(Supplied material begins)

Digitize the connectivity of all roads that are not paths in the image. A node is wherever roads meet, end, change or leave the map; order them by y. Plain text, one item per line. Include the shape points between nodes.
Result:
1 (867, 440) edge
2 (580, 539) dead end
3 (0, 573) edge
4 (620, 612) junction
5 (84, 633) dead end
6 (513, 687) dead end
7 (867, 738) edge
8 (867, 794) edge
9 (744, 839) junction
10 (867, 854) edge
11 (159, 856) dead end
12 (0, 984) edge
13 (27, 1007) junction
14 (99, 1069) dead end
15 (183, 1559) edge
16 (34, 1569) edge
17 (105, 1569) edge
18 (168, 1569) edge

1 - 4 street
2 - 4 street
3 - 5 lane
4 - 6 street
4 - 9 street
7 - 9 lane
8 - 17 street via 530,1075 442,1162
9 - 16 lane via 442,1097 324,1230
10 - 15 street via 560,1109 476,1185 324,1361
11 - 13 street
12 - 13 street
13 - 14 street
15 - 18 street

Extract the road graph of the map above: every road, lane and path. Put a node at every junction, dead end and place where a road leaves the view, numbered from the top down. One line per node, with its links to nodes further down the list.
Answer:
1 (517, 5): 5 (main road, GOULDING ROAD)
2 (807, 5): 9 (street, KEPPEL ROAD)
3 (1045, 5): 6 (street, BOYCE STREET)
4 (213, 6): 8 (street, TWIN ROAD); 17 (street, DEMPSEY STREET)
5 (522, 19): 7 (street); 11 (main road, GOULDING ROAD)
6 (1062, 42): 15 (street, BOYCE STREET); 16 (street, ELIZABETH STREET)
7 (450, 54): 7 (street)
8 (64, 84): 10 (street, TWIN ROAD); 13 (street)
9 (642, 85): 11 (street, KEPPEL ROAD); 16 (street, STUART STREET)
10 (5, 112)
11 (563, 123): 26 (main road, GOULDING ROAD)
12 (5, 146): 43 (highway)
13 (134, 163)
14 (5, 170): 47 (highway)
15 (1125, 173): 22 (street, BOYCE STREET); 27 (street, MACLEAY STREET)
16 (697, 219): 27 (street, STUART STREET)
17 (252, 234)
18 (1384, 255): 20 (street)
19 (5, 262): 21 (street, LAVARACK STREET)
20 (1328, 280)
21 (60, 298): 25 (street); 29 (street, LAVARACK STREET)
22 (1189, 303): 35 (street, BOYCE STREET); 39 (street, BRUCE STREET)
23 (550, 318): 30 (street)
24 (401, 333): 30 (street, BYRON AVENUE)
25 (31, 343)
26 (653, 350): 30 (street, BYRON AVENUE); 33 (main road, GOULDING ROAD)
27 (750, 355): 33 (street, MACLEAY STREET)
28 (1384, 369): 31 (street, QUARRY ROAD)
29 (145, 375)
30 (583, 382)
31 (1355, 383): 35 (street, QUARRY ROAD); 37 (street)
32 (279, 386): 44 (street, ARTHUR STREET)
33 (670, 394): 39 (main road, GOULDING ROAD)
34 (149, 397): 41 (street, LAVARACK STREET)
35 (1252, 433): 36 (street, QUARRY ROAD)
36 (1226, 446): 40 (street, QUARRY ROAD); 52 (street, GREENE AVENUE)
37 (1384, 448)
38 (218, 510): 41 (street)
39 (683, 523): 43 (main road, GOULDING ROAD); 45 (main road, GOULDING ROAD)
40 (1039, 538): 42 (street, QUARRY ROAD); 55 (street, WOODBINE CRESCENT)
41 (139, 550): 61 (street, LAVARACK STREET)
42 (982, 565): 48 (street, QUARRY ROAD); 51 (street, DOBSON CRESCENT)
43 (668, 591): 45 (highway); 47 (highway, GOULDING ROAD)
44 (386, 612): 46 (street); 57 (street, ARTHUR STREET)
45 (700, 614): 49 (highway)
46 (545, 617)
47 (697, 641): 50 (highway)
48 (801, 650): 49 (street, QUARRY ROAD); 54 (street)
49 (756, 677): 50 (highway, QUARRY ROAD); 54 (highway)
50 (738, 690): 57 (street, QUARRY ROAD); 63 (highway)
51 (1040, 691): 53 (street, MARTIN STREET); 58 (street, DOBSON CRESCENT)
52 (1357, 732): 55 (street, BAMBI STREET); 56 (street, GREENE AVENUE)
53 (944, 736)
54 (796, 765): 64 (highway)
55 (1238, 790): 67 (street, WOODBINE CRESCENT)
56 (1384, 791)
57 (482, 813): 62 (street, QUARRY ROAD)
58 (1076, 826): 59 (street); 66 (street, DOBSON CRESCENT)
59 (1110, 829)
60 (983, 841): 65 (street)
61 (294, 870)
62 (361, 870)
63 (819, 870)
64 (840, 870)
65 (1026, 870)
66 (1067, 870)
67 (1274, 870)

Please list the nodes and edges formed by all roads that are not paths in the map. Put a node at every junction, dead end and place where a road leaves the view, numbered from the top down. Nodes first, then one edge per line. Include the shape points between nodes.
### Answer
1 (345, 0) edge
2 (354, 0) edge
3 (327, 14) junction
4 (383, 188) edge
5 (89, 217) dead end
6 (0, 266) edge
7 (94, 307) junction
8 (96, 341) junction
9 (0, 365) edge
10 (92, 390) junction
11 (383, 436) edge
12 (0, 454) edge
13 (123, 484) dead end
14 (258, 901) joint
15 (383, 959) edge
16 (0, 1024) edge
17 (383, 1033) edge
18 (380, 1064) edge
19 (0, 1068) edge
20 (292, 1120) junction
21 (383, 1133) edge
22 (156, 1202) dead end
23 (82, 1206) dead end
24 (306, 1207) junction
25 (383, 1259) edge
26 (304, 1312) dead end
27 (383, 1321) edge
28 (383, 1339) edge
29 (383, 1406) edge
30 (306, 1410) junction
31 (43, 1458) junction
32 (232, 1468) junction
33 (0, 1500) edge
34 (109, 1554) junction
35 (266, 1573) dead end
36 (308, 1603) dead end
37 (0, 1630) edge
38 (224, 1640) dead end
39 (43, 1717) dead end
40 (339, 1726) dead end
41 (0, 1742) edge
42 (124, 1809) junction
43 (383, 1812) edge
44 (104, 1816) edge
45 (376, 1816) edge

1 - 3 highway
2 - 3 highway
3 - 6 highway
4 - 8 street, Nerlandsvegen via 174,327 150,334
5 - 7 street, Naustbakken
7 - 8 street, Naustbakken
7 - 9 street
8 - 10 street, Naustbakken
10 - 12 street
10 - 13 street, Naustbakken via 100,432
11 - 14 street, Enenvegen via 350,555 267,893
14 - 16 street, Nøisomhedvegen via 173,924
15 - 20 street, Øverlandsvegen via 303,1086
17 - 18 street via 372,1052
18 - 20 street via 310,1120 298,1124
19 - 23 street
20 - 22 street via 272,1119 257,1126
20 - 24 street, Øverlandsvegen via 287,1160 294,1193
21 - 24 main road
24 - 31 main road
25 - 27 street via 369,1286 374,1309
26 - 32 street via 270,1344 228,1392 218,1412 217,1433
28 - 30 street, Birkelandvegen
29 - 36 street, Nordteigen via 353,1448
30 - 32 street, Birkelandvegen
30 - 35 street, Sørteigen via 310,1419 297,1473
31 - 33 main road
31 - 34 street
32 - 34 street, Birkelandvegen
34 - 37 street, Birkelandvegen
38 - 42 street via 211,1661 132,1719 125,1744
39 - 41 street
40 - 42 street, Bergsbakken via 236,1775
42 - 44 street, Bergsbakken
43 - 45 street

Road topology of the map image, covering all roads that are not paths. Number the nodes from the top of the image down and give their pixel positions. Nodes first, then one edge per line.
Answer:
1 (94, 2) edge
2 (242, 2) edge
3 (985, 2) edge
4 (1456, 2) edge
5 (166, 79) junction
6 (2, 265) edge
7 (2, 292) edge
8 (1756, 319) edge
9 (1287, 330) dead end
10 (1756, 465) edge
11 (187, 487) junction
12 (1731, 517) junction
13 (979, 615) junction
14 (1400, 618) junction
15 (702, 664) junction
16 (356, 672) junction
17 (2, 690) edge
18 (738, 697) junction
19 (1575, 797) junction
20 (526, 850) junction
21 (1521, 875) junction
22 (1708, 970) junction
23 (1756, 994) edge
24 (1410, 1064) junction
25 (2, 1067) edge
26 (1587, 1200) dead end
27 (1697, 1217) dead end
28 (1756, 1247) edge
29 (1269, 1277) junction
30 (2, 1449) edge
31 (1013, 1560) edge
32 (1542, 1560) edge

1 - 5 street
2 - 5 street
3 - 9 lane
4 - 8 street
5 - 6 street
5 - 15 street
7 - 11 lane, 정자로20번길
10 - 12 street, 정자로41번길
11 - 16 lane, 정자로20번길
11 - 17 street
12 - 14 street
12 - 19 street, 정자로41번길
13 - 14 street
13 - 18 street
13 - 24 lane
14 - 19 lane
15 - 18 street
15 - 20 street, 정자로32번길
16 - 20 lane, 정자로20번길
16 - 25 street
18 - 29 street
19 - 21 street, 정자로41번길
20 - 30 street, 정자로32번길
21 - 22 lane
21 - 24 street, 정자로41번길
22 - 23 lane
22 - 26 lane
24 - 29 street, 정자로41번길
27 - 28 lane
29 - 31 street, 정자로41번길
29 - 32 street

(Supplied material ends)

What you have to do |
Return a copy of each line in the entries that contains "image".

Task response |
Digitize the connectivity of all roads that are not paths in the image. A node is wherever roads meet, end, change or leave the map; order them by y. Plain text, one item per line. Include the shape points between nodes.
Road topology of the map image, covering all roads that are not paths. Number the nodes from the top of the image down and give their pixel positions. Nodes first, then one edge per line.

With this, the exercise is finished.